Kamis, 16 Januari 2025 | 17:15 WIB
KPK Dinilai Dalam Kendali Jokowi Tetapkan Hasto Tersangka, TPDI Bongkar Alasannya
Sekjen PDIP Hasto Kristiyanto (tengah) usai menjalani pemeriksaan di Gedung Merah Putih KPK, Jakarta, Senin (13/1/2025). [Suara.com/Alfian Winanto]

Suara.com - Pengawasan internal dan eksternal terhadap pelaksanaan tugas Komisi Pemberantasan Korupsi (KPK) dalam pemberantasan korupsi dinilai telah mati suri.
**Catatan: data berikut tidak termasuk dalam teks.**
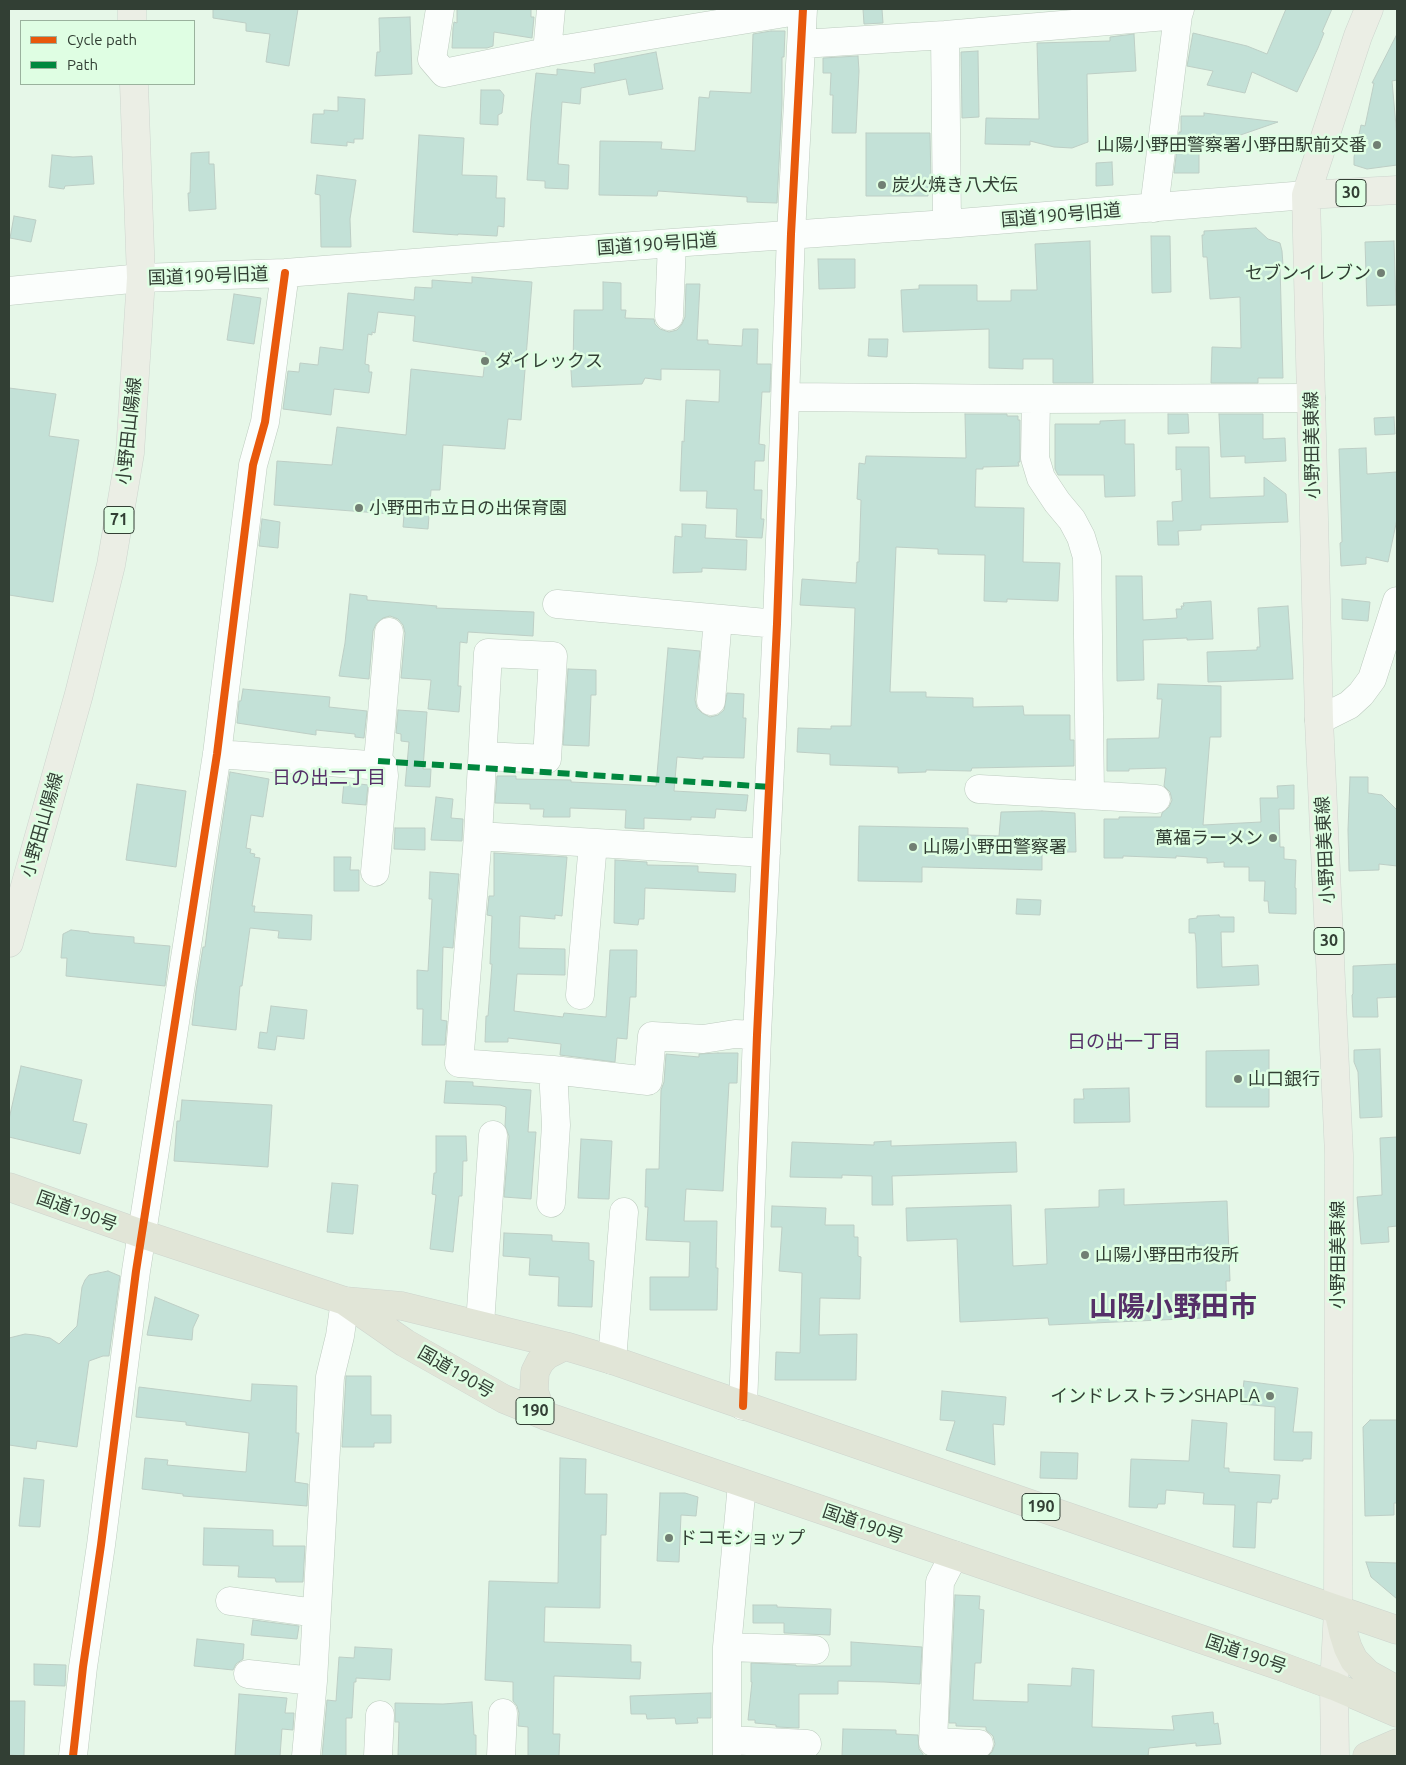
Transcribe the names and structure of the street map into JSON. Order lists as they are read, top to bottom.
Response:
{
  "streets": {
    "highway": ["国道190号", "190"],
    "main road": [
      "30",
      "小野田山陽線",
      "小野田美東線",
      "71"
    ],
    "street": ["国道190号旧道"]
  },
  "crossings": [
    ["30", "国道190号旧道"],
    ["30", "小野田美東線"],
    ["国道190号旧道", "小野田山陽線"],
    ["国道190号旧道", "小野田美東線"],
    ["小野田美東線", "国道190号"]
  ],
  "districts": ["日の出二丁目", "日の出一丁目", "山陽小野田市"],
  "places": [
    "山陽小野田警察署小野田駅前交番",
    "炭火焼き八犬伝",
    "セブンイレブン",
    "ダイレックス",
    "小野田市立日の出保育園",
    "萬福ラーメン",
    "山陽小野田警察署",
    "山口銀行",
    "山陽小野田市役所",
    "インドレストランSHAPLA",
    "ドコモショップ"
  ],
  "legend": ["Cycle path", "Path"]
}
Terutama saat penyidikan terhadap Sekjen PDI Perjuangan, Hasto Kristiyanto.

Koordinator Tim Pembela Demokrasi Indonesia (TPDI), Petrus Selestinus mengatakan, KPK dinilai tidak berdaya dalam kendali intervensi pejabat-pejabat yang menjadi kroni Jokowi.

“Begitu pula dengan instrumen pengawasan di Kepolisian seperti Kompolnas, Irwasum, Divisi Propam Polri seperti tutup mata terhadap desakan publik agar perilaku penyidik KPK yang unprosedural dilakukan penindakan, mengingat penyidik KPK berasal dari Polri dan mereka masih loyal kepada pimpinan Polri,” kata Petrus, dalam keterangan tertulisnya, Kamis (16/1/2025).

Petrus menilai, apa yang dilakukan oleh penyidik dalam penanganan kasus Hasto merupakan sebuah pembusukan terhadap hukum acara pidana dan prinsip kepastian hukum, serta perlindungan HAM yang berlaku universal.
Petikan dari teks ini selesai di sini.